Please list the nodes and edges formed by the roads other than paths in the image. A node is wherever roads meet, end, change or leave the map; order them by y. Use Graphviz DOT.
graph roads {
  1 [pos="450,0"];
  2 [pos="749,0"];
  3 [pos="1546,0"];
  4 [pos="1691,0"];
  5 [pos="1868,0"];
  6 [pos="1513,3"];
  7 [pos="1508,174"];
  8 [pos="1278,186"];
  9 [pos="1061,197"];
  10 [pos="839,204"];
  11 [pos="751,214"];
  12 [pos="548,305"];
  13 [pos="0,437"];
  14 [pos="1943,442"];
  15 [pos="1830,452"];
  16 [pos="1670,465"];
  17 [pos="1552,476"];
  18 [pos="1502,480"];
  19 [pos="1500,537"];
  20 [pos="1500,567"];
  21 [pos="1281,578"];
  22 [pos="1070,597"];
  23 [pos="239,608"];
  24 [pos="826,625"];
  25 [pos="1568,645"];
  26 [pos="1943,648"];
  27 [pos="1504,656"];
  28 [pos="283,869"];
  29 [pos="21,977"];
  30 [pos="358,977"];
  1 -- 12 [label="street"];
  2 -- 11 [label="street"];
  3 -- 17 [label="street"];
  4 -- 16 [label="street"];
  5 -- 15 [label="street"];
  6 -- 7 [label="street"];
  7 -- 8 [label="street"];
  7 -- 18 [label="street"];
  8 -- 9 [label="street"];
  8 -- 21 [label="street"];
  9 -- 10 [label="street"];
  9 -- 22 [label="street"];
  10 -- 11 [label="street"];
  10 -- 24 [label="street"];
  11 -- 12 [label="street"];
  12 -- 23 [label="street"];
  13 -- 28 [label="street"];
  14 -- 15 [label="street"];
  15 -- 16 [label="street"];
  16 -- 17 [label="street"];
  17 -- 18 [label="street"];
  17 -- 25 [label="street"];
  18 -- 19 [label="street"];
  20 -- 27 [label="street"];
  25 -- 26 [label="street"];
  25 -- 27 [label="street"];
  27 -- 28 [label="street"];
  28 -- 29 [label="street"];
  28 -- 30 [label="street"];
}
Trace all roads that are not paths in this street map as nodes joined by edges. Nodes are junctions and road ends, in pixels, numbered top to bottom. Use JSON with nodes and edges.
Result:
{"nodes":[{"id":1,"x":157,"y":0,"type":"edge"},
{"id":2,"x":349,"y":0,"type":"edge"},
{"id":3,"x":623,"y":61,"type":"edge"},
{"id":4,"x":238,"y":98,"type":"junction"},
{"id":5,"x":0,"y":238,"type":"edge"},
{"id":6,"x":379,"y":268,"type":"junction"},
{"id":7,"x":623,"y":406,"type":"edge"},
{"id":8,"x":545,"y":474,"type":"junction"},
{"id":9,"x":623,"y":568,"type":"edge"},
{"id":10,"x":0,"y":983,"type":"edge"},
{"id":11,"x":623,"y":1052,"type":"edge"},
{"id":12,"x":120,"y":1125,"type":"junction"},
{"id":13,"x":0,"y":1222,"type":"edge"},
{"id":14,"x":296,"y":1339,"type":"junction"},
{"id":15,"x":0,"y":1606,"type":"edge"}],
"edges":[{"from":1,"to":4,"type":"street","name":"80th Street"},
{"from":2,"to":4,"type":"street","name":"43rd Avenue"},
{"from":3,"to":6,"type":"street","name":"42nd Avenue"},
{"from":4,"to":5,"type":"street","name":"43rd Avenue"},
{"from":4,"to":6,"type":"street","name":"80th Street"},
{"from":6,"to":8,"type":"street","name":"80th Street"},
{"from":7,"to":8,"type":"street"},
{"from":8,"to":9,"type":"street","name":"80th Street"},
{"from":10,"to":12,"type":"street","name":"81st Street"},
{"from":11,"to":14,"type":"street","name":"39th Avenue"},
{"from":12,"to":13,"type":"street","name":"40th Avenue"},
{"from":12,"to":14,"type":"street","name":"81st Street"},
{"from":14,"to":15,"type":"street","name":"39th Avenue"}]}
====
Work instructions => Reproduce the data. Match each line exactly.

Response to this task =>
Please list the nodes and edges formed by the roads other than paths in the image. A node is wherever roads meet, end, change or leave the map; order them by y. Use Graphviz DOT.
graph roads {
  1 [pos="450,0"];
  2 [pos="749,0"];
  3 [pos="1546,0"];
  4 [pos="1691,0"];
  5 [pos="1868,0"];
  6 [pos="1513,3"];
  7 [pos="1508,174"];
  8 [pos="1278,186"];
  9 [pos="1061,197"];
  10 [pos="839,204"];
  11 [pos="751,214"];
  12 [pos="548,305"];
  13 [pos="0,437"];
  14 [pos="1943,442"];
  15 [pos="1830,452"];
  16 [pos="1670,465"];
  17 [pos="1552,476"];
  18 [pos="1502,480"];
  19 [pos="1500,537"];
  20 [pos="1500,567"];
  21 [pos="1281,578"];
  22 [pos="1070,597"];
  23 [pos="239,608"];
  24 [pos="826,625"];
  25 [pos="1568,645"];
  26 [pos="1943,648"];
  27 [pos="1504,656"];
  28 [pos="283,869"];
  29 [pos="21,977"];
  30 [pos="358,977"];
  1 -- 12 [label="street"];
  2 -- 11 [label="street"];
  3 -- 17 [label="street"];
  4 -- 16 [label="street"];
  5 -- 15 [label="street"];
  6 -- 7 [label="street"];
  7 -- 8 [label="street"];
  7 -- 18 [label="street"];
  8 -- 9 [label="street"];
  8 -- 21 [label="street"];
  9 -- 10 [label="street"];
  9 -- 22 [label="street"];
  10 -- 11 [label="street"];
  10 -- 24 [label="street"];
  11 -- 12 [label="street"];
  12 -- 23 [label="street"];
  13 -- 28 [label="street"];
  14 -- 15 [label="street"];
  15 -- 16 [label="street"];
  16 -- 17 [label="street"];
  17 -- 18 [label="street"];
  17 -- 25 [label="street"];
  18 -- 19 [label="street"];
  20 -- 27 [label="street"];
  25 -- 26 [label="street"];
  25 -- 27 [label="street"];
  27 -- 28 [label="street"];
  28 -- 29 [label="street"];
  28 -- 30 [label="street"];
}
Trace all roads that are not paths in this street map as nodes joined by edges. Nodes are junctions and road ends, in pixels, numbered top to bottom. Use JSON with nodes and edges.
Result:
{"nodes":[{"id":1,"x":157,"y":0,"type":"edge"},
{"id":2,"x":349,"y":0,"type":"edge"},
{"id":3,"x":623,"y":61,"type":"edge"},
{"id":4,"x":238,"y":98,"type":"junction"},
{"id":5,"x":0,"y":238,"type":"edge"},
{"id":6,"x":379,"y":268,"type":"junction"},
{"id":7,"x":623,"y":406,"type":"edge"},
{"id":8,"x":545,"y":474,"type":"junction"},
{"id":9,"x":623,"y":568,"type":"edge"},
{"id":10,"x":0,"y":983,"type":"edge"},
{"id":11,"x":623,"y":1052,"type":"edge"},
{"id":12,"x":120,"y":1125,"type":"junction"},
{"id":13,"x":0,"y":1222,"type":"edge"},
{"id":14,"x":296,"y":1339,"type":"junction"},
{"id":15,"x":0,"y":1606,"type":"edge"}],
"edges":[{"from":1,"to":4,"type":"street","name":"80th Street"},
{"from":2,"to":4,"type":"street","name":"43rd Avenue"},
{"from":3,"to":6,"type":"street","name":"42nd Avenue"},
{"from":4,"to":5,"type":"street","name":"43rd Avenue"},
{"from":4,"to":6,"type":"street","name":"80th Street"},
{"from":6,"to":8,"type":"street","name":"80th Street"},
{"from":7,"to":8,"type":"street"},
{"from":8,"to":9,"type":"street","name":"80th Street"},
{"from":10,"to":12,"type":"street","name":"81st Street"},
{"from":11,"to":14,"type":"street","name":"39th Avenue"},
{"from":12,"to":13,"type":"street","name":"40th Avenue"},
{"from":12,"to":14,"type":"street","name":"81st Street"},
{"from":14,"to":15,"type":"street","name":"39th Avenue"}]}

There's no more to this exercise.